• **TASK TO COMPLETE**: Write out every record below exactly, so that nothing differs from what is shown.

Stored data entries
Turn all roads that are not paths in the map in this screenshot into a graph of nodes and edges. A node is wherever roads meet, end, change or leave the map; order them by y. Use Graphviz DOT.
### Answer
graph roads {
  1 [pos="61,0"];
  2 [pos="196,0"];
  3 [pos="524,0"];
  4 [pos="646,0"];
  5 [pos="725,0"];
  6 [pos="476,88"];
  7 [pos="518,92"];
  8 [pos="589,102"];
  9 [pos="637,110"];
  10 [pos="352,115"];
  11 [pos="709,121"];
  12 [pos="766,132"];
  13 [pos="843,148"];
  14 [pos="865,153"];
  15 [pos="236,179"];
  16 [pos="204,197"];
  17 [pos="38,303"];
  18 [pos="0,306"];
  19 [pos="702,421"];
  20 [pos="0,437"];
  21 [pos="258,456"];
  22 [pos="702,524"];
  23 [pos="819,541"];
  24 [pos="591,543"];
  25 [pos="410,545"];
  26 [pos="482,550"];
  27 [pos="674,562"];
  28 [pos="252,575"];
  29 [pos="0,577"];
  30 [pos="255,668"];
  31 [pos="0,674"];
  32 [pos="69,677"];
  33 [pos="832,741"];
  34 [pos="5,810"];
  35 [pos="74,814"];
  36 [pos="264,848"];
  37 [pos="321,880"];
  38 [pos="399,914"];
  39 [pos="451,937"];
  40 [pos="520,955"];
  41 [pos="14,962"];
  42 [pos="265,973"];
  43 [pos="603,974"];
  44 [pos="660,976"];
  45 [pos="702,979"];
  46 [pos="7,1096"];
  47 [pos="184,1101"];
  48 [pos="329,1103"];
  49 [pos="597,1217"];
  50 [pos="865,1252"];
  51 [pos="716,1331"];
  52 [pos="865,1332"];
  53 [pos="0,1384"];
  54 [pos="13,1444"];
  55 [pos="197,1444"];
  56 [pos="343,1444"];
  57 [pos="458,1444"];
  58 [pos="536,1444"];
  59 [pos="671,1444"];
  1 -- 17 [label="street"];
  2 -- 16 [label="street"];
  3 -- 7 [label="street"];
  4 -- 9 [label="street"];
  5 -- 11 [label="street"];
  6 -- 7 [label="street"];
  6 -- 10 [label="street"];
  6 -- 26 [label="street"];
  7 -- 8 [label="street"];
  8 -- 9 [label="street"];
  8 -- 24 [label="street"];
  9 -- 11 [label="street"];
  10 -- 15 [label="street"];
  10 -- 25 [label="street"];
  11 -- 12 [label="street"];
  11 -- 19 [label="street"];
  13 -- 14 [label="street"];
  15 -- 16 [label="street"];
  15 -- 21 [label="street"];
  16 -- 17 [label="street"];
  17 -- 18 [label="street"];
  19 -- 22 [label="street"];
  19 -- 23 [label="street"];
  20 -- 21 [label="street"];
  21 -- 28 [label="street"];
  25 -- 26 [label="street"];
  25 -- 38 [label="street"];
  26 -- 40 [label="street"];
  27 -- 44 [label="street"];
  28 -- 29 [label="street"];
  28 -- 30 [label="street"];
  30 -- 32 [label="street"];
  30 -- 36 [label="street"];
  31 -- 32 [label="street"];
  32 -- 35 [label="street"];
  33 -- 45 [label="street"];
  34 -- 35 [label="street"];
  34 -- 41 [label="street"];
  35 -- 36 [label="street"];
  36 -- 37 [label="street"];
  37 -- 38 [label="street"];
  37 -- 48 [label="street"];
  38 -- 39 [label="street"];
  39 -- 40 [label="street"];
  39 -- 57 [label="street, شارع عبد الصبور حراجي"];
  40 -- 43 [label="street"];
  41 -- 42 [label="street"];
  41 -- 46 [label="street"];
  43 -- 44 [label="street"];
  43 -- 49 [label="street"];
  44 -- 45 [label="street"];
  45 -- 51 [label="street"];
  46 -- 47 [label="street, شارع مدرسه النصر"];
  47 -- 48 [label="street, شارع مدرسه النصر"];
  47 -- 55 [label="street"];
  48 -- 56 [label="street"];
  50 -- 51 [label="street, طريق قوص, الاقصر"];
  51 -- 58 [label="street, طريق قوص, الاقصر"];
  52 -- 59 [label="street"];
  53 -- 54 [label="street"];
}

• **OUTPUT OF THE TASK**:
Turn all roads that are not paths in the map in this screenshot into a graph of nodes and edges. A node is wherever roads meet, end, change or leave the map; order them by y. Use Graphviz DOT.
### Answer
graph roads {
  1 [pos="61,0"];
  2 [pos="196,0"];
  3 [pos="524,0"];
  4 [pos="646,0"];
  5 [pos="725,0"];
  6 [pos="476,88"];
  7 [pos="518,92"];
  8 [pos="589,102"];
  9 [pos="637,110"];
  10 [pos="352,115"];
  11 [pos="709,121"];
  12 [pos="766,132"];
  13 [pos="843,148"];
  14 [pos="865,153"];
  15 [pos="236,179"];
  16 [pos="204,197"];
  17 [pos="38,303"];
  18 [pos="0,306"];
  19 [pos="702,421"];
  20 [pos="0,437"];
  21 [pos="258,456"];
  22 [pos="702,524"];
  23 [pos="819,541"];
  24 [pos="591,543"];
  25 [pos="410,545"];
  26 [pos="482,550"];
  27 [pos="674,562"];
  28 [pos="252,575"];
  29 [pos="0,577"];
  30 [pos="255,668"];
  31 [pos="0,674"];
  32 [pos="69,677"];
  33 [pos="832,741"];
  34 [pos="5,810"];
  35 [pos="74,814"];
  36 [pos="264,848"];
  37 [pos="321,880"];
  38 [pos="399,914"];
  39 [pos="451,937"];
  40 [pos="520,955"];
  41 [pos="14,962"];
  42 [pos="265,973"];
  43 [pos="603,974"];
  44 [pos="660,976"];
  45 [pos="702,979"];
  46 [pos="7,1096"];
  47 [pos="184,1101"];
  48 [pos="329,1103"];
  49 [pos="597,1217"];
  50 [pos="865,1252"];
  51 [pos="716,1331"];
  52 [pos="865,1332"];
  53 [pos="0,1384"];
  54 [pos="13,1444"];
  55 [pos="197,1444"];
  56 [pos="343,1444"];
  57 [pos="458,1444"];
  58 [pos="536,1444"];
  59 [pos="671,1444"];
  1 -- 17 [label="street"];
  2 -- 16 [label="street"];
  3 -- 7 [label="street"];
  4 -- 9 [label="street"];
  5 -- 11 [label="street"];
  6 -- 7 [label="street"];
  6 -- 10 [label="street"];
  6 -- 26 [label="street"];
  7 -- 8 [label="street"];
  8 -- 9 [label="street"];
  8 -- 24 [label="street"];
  9 -- 11 [label="street"];
  10 -- 15 [label="street"];
  10 -- 25 [label="street"];
  11 -- 12 [label="street"];
  11 -- 19 [label="street"];
  13 -- 14 [label="street"];
  15 -- 16 [label="street"];
  15 -- 21 [label="street"];
  16 -- 17 [label="street"];
  17 -- 18 [label="street"];
  19 -- 22 [label="street"];
  19 -- 23 [label="street"];
  20 -- 21 [label="street"];
  21 -- 28 [label="street"];
  25 -- 26 [label="street"];
  25 -- 38 [label="street"];
  26 -- 40 [label="street"];
  27 -- 44 [label="street"];
  28 -- 29 [label="street"];
  28 -- 30 [label="street"];
  30 -- 32 [label="street"];
  30 -- 36 [label="street"];
  31 -- 32 [label="street"];
  32 -- 35 [label="street"];
  33 -- 45 [label="street"];
  34 -- 35 [label="street"];
  34 -- 41 [label="street"];
  35 -- 36 [label="street"];
  36 -- 37 [label="street"];
  37 -- 38 [label="street"];
  37 -- 48 [label="street"];
  38 -- 39 [label="street"];
  39 -- 40 [label="street"];
  39 -- 57 [label="street, شارع عبد الصبور حراجي"];
  40 -- 43 [label="street"];
  41 -- 42 [label="street"];
  41 -- 46 [label="street"];
  43 -- 44 [label="street"];
  43 -- 49 [label="street"];
  44 -- 45 [label="street"];
  45 -- 51 [label="street"];
  46 -- 47 [label="street, شارع مدرسه النصر"];
  47 -- 48 [label="street, شارع مدرسه النصر"];
  47 -- 55 [label="street"];
  48 -- 56 [label="street"];
  50 -- 51 [label="street, طريق قوص, الاقصر"];
  51 -- 58 [label="street, طريق قوص, الاقصر"];
  52 -- 59 [label="street"];
  53 -- 54 [label="street"];
}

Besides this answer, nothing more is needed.